Accommodation providers are having to increase prices to aid balance sheet recovery after a tumultuous year in 2020. Whilst this is likely an essential move for many to simply stay operational, hiking prices too extravagantly could damage reputation in the long-term.

Demand for domestic holidays is high in the UK as international travel restrictions remain in place. Due to rising unemployment across the UK, many are suffering financial constraint and may reconsider booking a trip if prices sky-rocket. Accommodation providers now need to find the right balance between being fair and taking advantage of high demand in order to remain ‘appealing’ in the recovery of travel.

Hiked prices will not recoup last year’s losses

Popular holiday spots throughout the UK such as Cornwall have been recording mass bookings for summer 2021. Domestic staycations have repeatedly been named as the ‘winner’ in post-pandemic travel and the first to benefit from returning demand.

Robert Hutson, owner of Pig Hotel Chain operating seven rural UK hotels, declared bookings for summer were up 25%, comparable to the same period in 2019. Monthly maintenance and staff costs, while his properties were closed in 2020, means that last year’s losses are not likely to be recouped, despite the demand spike for Pig Hotel Chain. Upon re-opening, the industry is also faced with more robust cleaning procedures to mitigate the spread of infection, which is only likely to increase outgoings for lodging providers.

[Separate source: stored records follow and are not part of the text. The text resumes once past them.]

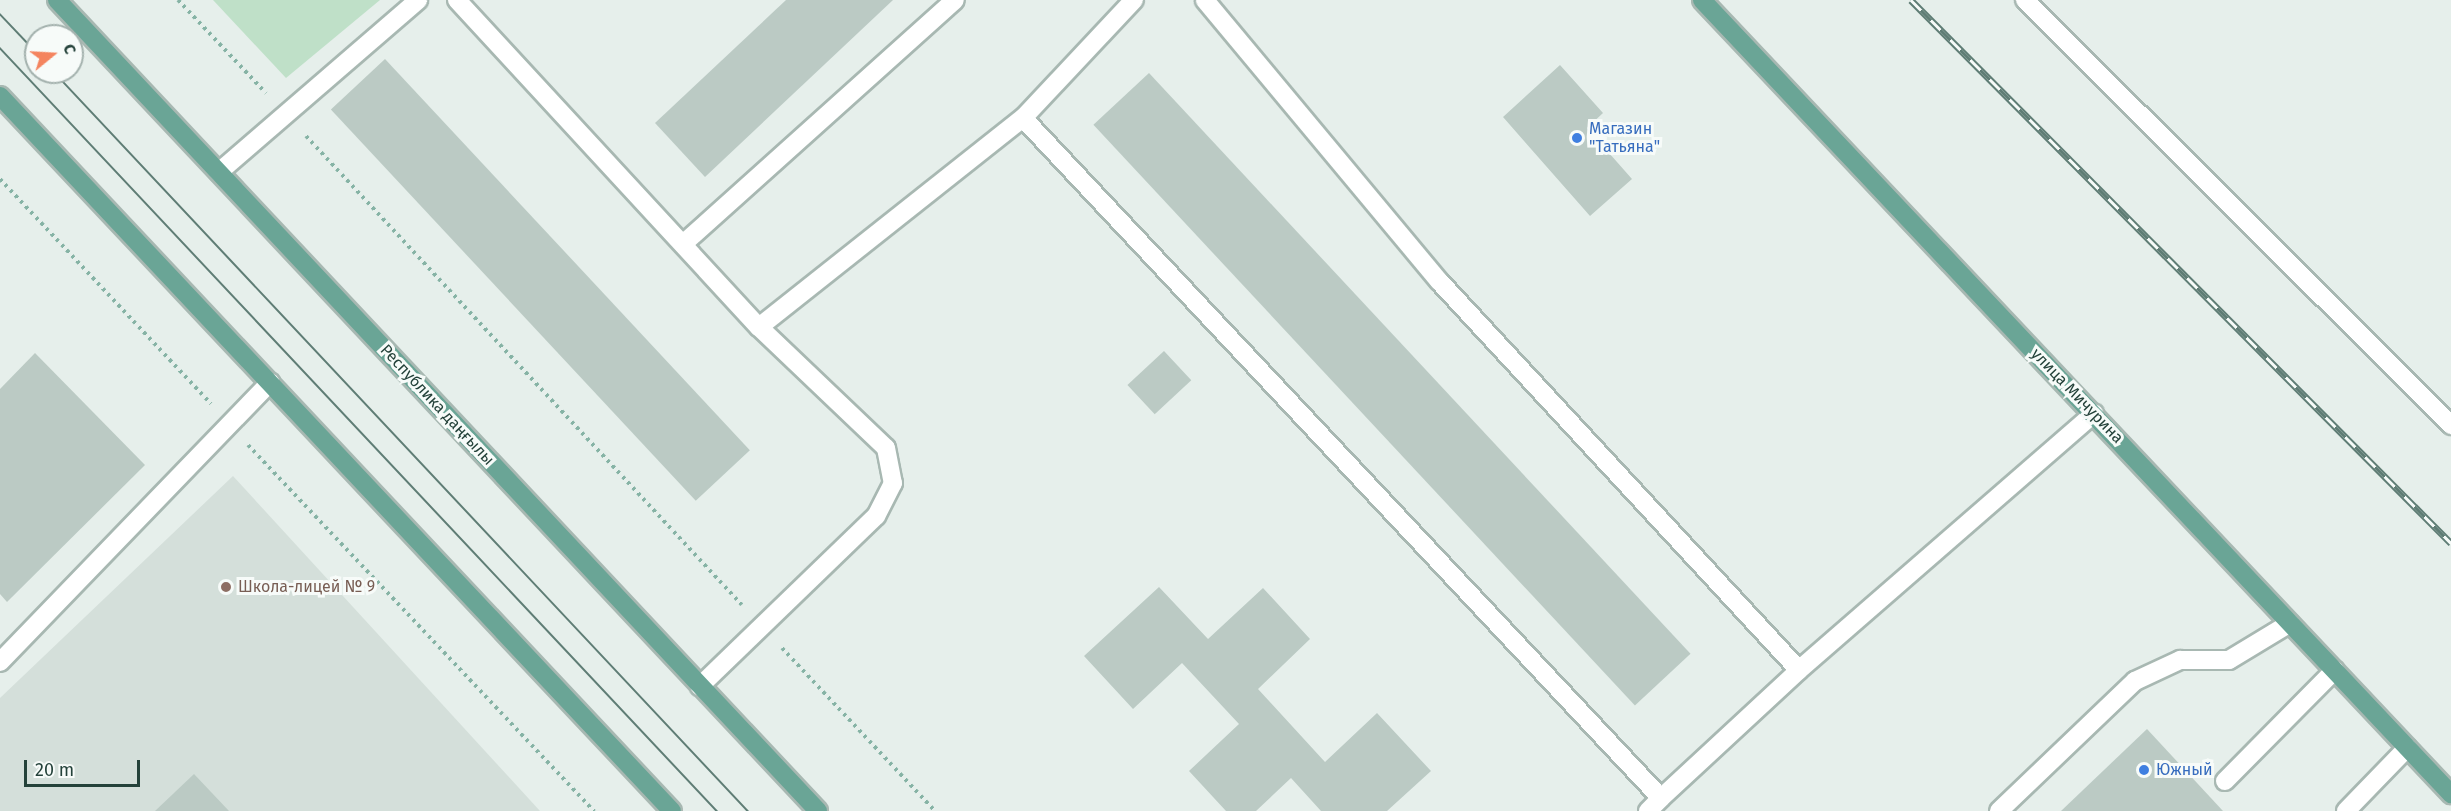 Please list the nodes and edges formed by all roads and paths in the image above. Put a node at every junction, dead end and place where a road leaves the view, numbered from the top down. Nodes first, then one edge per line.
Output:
1 (57, 0) edge
2 (178, 0) edge
3 (418, 0) edge
4 (457, 0) edge
5 (955, 0) edge
6 (1134, 0) edge
7 (1205, 0) edge
8 (1702, 0) edge
9 (2025, 0) edge
10 (0, 96) edge
11 (283, 112) junction
12 (1023, 118) junction
13 (219, 172) junction
14 (0, 179) edge
15 (683, 244) junction
16 (759, 327) junction
17 (270, 382) junction
18 (2094, 414) junction
19 (230, 424) junction
20 (2451, 425) edge
21 (2290, 623) junction
22 (761, 625) junction
23 (0, 662) edge
24 (1799, 670) junction
25 (2335, 670) junction
26 (700, 686) junction
27 (2407, 748) junction
28 (2225, 781) dead end
29 (2451, 794) edge
30 (1661, 798) junction
31 (594, 811) edge
32 (672, 811) edge
33 (818, 811) edge
34 (935, 811) edge
35 (1648, 811) edge
36 (1999, 811) edge
37 (2346, 811) edge

1 - 13 main road, Республика даңғылы
2 - 11 path
3 - 11 street
4 - 15 street
5 - 15 street
6 - 12 street
7 - 24 street
8 - 18 main road, улица Мичурина
9 - 20 street
10 - 17 main road
11 - 13 street
11 - 22 path
12 - 16 street
12 - 30 street
13 - 26 main road, Республика даңғылы
14 - 19 path
15 - 16 street
16 - 22 street
17 - 19 street
17 - 32 main road
18 - 21 main road, улица Мичурина
18 - 24 street
19 - 23 street
19 - 31 path
21 - 25 main road, улица Мичурина
21 - 36 street
22 - 26 street
22 - 34 path
24 - 30 street
25 - 27 main road, улица Мичурина
25 - 28 street
26 - 33 main road, Республика даңғылы
27 - 29 main road, улица Мичурина
27 - 37 street
30 - 35 street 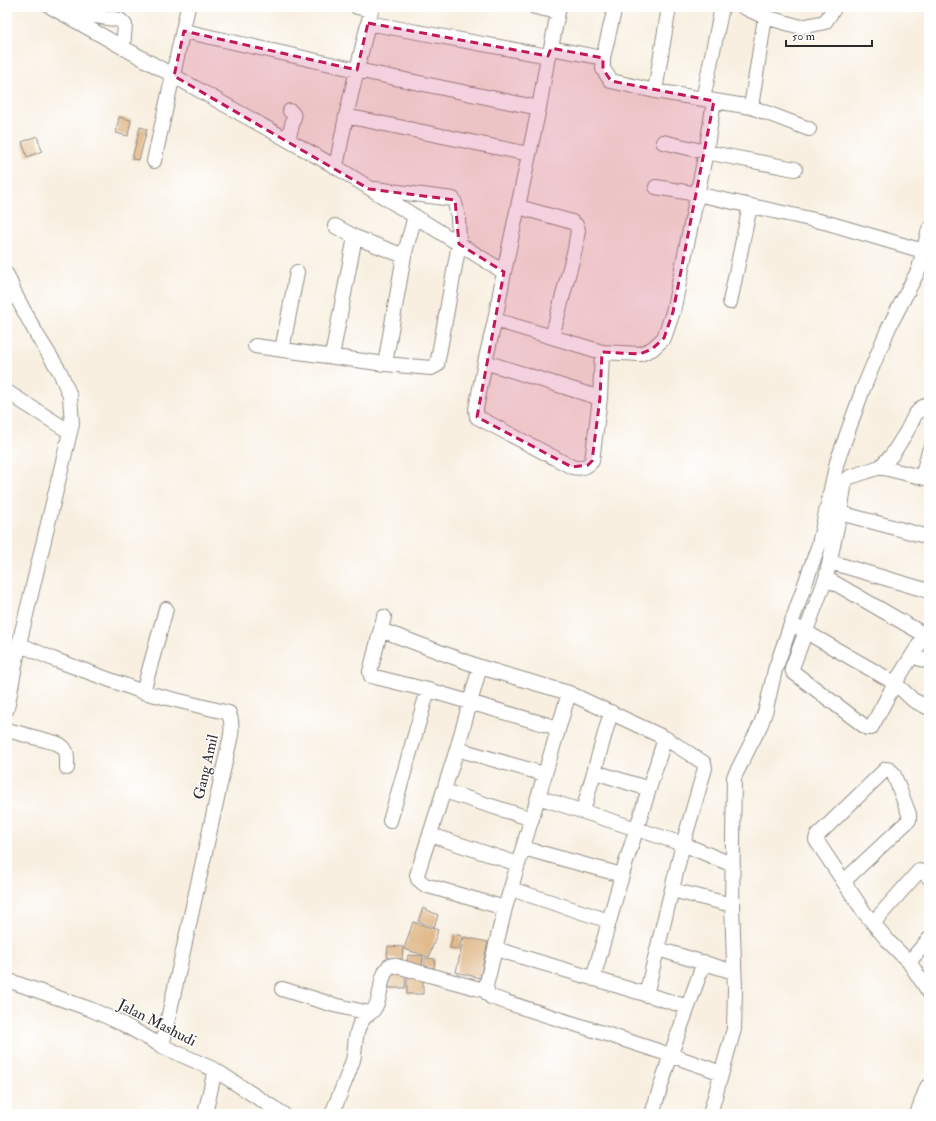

Many travellers remain cash-strapped

Holiday-deprived travellers are seeking more local and rural getaways this year, but many are likely to be more financially constrained. 76% of UK respondents in GlobalData’s COVID-19 Recovery survey (2- 6 Dec 2020) declared they were ‘extremely’, ‘quite’ or ‘slightly’ concerned about their own personal financial situation. The UK unemployment rate currently sits at 5.1%, which has increased by 1.3% in comparison to 2019, according to GlobalData’s Covid-19 country dashboard. The nationwide rollout of vaccines is expected to stimulate economic recovery, but UK unemployment is expected to continue rising for the rest of the year due to the volatility of the current situation, according to the Office for UK Budget Responsibility.

Whilst price hikes may be a necessity to remain in operation, travellers will recognise when lodging providers are taking advantage of the situation in an unfair way, which could end up prolonging recovery even further. Providers need to increase prices cautiously and always be transparent in order to keep customers onside and inspire loyalty.